(TASK)
Please give back each line of the listing, unchanged in every word.

(PROVIDED DATA)
··········
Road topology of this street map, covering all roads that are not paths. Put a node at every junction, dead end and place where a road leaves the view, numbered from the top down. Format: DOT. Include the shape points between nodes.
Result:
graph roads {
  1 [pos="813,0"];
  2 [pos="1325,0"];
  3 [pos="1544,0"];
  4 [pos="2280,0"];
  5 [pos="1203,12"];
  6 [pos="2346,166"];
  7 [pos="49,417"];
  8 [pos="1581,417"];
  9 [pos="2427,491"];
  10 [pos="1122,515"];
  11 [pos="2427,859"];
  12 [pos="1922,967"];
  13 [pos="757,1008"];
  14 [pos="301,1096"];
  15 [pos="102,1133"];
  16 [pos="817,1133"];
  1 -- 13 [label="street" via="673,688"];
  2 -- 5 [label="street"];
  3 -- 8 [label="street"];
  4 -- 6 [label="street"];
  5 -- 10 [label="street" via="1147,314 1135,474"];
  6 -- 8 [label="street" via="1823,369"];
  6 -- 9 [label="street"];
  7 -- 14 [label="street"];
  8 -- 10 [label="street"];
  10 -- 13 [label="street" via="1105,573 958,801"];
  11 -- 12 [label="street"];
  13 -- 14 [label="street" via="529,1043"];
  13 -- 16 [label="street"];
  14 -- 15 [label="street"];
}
··········
(OUTPUT OF THE TASK)
Road topology of this street map, covering all roads that are not paths. Put a node at every junction, dead end and place where a road leaves the view, numbered from the top down. Format: DOT. Include the shape points between nodes.
Result:
graph roads {
  1 [pos="813,0"];
  2 [pos="1325,0"];
  3 [pos="1544,0"];
  4 [pos="2280,0"];
  5 [pos="1203,12"];
  6 [pos="2346,166"];
  7 [pos="49,417"];
  8 [pos="1581,417"];
  9 [pos="2427,491"];
  10 [pos="1122,515"];
  11 [pos="2427,859"];
  12 [pos="1922,967"];
  13 [pos="757,1008"];
  14 [pos="301,1096"];
  15 [pos="102,1133"];
  16 [pos="817,1133"];
  1 -- 13 [label="street" via="673,688"];
  2 -- 5 [label="street"];
  3 -- 8 [label="street"];
  4 -- 6 [label="street"];
  5 -- 10 [label="street" via="1147,314 1135,474"];
  6 -- 8 [label="street" via="1823,369"];
  6 -- 9 [label="street"];
  7 -- 14 [label="street"];
  8 -- 10 [label="street"];
  10 -- 13 [label="street" via="1105,573 958,801"];
  11 -- 12 [label="street"];
  13 -- 14 [label="street" via="529,1043"];
  13 -- 16 [label="street"];
  14 -- 15 [label="street"];
}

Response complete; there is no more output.